Maj. Malcolm Wheeler-Nicholson, a longtime Great Neck resident,

Maj. Malcolm Wheeler-Nicholson, a longtime Great Neck resident, founded the company that would become DC Comics. Photo Credit: Library of Congress

It was a major undertaking, in more ways than one: Major Malcolm Wheeler-Nicholson of Great Neck — ex-U. S. Cavalry, pulp-fiction author, military gadfly who earned headlines and a court-martial for an open letter to President Warren Harding criticizing the Army — founded the company that became DC Comics. When that home of Superman, Batman and Wonder Woman celebrates its 85th anniversary soon, it commemorates the date the Major published his landmark comic book "New Fun" No. 1.

Hitting newsstands Jan. 11, 1935, it was the first comic book to contain all-original material rather than reprints of newspaper comic strips. Comic books in close to today's format had existed before this, and a couple of proto-comic-book predecessors had run original material, but "New Fun" tied it all together in the basic form we know today. DC in January is reprinting it for the first time, as a hardcover book.

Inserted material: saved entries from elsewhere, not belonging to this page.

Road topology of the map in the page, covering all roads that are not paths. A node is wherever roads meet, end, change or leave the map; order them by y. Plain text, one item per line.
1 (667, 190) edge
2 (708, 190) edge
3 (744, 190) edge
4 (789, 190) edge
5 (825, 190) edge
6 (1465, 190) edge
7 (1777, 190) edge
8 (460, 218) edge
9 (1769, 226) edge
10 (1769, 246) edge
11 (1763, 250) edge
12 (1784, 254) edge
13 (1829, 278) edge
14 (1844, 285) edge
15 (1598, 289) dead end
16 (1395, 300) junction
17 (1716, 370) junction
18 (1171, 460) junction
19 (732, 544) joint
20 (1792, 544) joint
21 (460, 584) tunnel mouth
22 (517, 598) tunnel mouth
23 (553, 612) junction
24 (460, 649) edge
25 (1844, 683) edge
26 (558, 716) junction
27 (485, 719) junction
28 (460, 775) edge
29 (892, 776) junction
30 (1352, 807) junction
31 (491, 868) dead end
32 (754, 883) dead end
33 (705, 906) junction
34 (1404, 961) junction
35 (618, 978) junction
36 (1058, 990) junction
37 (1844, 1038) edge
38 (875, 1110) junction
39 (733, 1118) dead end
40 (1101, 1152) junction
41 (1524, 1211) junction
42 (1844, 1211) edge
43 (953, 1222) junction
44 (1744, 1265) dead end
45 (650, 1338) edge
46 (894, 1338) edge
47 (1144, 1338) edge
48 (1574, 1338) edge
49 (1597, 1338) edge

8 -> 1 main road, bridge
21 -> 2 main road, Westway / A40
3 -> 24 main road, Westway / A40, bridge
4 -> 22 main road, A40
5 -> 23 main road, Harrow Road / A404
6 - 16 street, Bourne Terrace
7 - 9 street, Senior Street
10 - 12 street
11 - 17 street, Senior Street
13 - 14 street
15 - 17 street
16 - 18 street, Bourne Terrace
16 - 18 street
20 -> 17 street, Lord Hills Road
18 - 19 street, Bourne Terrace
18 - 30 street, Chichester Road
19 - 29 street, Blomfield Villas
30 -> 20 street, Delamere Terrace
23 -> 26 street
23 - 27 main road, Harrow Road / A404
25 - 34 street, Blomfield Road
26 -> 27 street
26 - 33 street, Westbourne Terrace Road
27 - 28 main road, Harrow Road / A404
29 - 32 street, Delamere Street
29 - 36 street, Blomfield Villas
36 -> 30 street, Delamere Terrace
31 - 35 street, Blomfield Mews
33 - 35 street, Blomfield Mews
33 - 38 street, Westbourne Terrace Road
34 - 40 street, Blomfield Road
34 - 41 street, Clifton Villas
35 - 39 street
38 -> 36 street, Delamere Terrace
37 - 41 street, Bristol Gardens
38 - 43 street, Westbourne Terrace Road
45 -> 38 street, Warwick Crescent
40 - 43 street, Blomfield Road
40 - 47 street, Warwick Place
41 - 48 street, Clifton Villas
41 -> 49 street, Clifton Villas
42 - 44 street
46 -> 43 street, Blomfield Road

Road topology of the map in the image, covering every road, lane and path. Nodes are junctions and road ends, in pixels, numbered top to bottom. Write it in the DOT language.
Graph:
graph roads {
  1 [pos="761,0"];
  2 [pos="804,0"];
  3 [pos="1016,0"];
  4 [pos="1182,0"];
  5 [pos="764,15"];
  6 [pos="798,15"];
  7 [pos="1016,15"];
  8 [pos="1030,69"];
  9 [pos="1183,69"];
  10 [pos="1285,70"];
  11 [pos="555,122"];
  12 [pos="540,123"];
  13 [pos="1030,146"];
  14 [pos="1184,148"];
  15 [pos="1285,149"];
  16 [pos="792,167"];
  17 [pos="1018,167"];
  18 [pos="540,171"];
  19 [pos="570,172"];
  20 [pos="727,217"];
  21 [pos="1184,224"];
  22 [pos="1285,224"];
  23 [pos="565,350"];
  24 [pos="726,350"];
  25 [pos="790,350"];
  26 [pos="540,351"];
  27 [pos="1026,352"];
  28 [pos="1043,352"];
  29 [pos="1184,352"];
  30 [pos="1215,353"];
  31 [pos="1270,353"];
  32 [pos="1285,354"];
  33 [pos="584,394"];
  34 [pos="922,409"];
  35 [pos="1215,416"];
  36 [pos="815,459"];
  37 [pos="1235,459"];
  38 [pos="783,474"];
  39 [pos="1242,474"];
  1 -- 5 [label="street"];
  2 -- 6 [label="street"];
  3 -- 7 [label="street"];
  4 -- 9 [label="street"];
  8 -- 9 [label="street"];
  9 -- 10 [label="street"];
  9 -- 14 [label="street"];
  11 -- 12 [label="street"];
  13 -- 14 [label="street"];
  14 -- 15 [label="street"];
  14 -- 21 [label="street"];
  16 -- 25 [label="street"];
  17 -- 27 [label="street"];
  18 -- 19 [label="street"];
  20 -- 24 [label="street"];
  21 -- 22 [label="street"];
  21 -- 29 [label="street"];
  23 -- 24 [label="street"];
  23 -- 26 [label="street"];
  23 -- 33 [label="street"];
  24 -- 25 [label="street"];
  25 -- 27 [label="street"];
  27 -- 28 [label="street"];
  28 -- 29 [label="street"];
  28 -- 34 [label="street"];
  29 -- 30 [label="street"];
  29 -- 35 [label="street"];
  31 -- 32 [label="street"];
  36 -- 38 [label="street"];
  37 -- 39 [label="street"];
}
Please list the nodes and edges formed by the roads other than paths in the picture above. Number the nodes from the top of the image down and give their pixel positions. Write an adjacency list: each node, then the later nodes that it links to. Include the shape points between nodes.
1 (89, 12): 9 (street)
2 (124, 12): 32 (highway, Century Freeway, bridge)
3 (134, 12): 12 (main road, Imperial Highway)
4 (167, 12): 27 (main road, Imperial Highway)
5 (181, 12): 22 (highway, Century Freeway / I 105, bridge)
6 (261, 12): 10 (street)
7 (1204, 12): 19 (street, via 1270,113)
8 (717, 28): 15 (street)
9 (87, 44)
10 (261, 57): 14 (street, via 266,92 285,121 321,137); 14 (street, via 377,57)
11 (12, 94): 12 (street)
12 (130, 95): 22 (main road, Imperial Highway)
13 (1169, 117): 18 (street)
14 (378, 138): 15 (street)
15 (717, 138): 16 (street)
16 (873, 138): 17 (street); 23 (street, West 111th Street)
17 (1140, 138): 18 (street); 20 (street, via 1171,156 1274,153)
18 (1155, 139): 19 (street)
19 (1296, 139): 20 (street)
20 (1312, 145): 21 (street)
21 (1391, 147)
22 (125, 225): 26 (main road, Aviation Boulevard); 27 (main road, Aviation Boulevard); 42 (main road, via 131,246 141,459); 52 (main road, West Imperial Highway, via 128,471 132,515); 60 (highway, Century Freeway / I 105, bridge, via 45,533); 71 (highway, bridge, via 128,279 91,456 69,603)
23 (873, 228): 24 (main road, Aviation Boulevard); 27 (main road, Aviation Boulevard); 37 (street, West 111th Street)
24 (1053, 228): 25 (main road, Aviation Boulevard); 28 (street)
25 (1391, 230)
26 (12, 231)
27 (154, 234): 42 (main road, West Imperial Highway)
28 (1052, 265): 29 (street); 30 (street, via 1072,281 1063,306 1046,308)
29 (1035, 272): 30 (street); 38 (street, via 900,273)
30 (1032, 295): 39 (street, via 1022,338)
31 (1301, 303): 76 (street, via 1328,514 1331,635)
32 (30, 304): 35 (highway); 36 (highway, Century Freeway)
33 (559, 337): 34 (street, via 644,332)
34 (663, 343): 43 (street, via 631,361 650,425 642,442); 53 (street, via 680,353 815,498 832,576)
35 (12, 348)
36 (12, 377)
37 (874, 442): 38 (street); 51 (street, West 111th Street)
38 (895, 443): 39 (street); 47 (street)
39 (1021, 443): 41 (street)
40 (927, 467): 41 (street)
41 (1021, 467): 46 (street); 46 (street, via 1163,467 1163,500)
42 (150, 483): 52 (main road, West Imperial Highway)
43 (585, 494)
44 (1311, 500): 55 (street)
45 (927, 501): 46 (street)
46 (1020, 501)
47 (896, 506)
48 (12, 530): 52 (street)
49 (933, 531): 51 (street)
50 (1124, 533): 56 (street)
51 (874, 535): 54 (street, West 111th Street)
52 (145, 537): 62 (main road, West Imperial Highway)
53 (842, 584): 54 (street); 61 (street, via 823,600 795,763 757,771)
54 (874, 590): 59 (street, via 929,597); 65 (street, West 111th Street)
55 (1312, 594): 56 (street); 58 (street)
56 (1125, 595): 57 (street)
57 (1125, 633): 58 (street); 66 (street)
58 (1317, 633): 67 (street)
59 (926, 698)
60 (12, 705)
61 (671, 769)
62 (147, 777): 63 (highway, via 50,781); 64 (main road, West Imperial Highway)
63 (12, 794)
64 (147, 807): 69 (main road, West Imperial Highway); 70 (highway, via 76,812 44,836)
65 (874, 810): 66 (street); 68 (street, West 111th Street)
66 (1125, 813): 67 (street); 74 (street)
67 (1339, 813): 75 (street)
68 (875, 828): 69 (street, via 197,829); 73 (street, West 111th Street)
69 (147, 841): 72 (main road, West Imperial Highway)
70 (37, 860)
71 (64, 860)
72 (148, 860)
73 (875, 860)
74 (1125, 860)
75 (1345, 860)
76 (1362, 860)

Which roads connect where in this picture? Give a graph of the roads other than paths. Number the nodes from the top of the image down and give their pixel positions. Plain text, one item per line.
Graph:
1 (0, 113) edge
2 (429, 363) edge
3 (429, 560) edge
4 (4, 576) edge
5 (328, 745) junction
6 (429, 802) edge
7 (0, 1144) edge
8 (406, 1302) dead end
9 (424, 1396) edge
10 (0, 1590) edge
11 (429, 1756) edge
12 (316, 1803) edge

"A lot of people who've written about this period of comics history make a slightly derogatory remark, like the Major did this because he couldn't get the rights to reprint newspaper strips," says granddaughter Nicky Wheeler-Nicholson, calling her kin by the title he went by. A journalist turned comics historian, who will be signing copies of her book "DC Comics Before Superman" at table J-7 in the New York Comic Con's "Artists Alley" next week, she says that, "He was interested from the beginning in doing original material. He came out of pulp magazines creatively, so he was used to being in a world of original material." 

David Hajdu, author of "The Ten-Cent Plague: The Great Comic-Book Scare and How It Changed America," agrees. Calling him "the link between the pulps and what we know of as comics today," he says the Major "was writing genre fiction for adults and luxuriating in the aesthetic of the pulps. He brought that mode of thinking when he created the first comic book of all-original content." Additionally, says Hajdu, the Major saw "New Fun" as "a vehicle to showcase new comics stories so that he could sell the rights to newspaper syndicates. That's where the money was in cartooning in those days."

"New Fun," from the Major's National Allied Publications, proved successful enough than under that name and "More Fun" it ran nearly 13 years. A second series, "New Comics," gradually evolved into "Adventure Comics" — longtime home of DC's popular Legion of Super-Heroes.

But the Major was long gone by that point, pushed out of his own company shortly before Superman debuted in 1938, launching an archetype and a media empire.

Up to then, the Major's life had been as colorful and adventurous as that of any pulp hero. Born in Tennessee and raised riding horses in the Pacific Northwest, he came from an iconoclastic family whose matriarch, his mother Antoinette, was a freewheeling feminist, suffragist, crusader against capital punishment and magazine founder. Malcolm attended military school in Syracuse, New York, and was commissioned a second lieutenant in the U.S. Cavalry in 1911.

Following postings around the country, he spent 1916 in the Philippines attached to the 9th Cavalry's Troop K — one of the famed African-American "Buffalo Soldier" companies, which by law were led by white officers. According to the Major's autobiography, he also "chased bandits on the Mexican border, fought fevers and played polo in the Philippines, [and] led a battalion of infantry against the Bolsheviki in Siberia…."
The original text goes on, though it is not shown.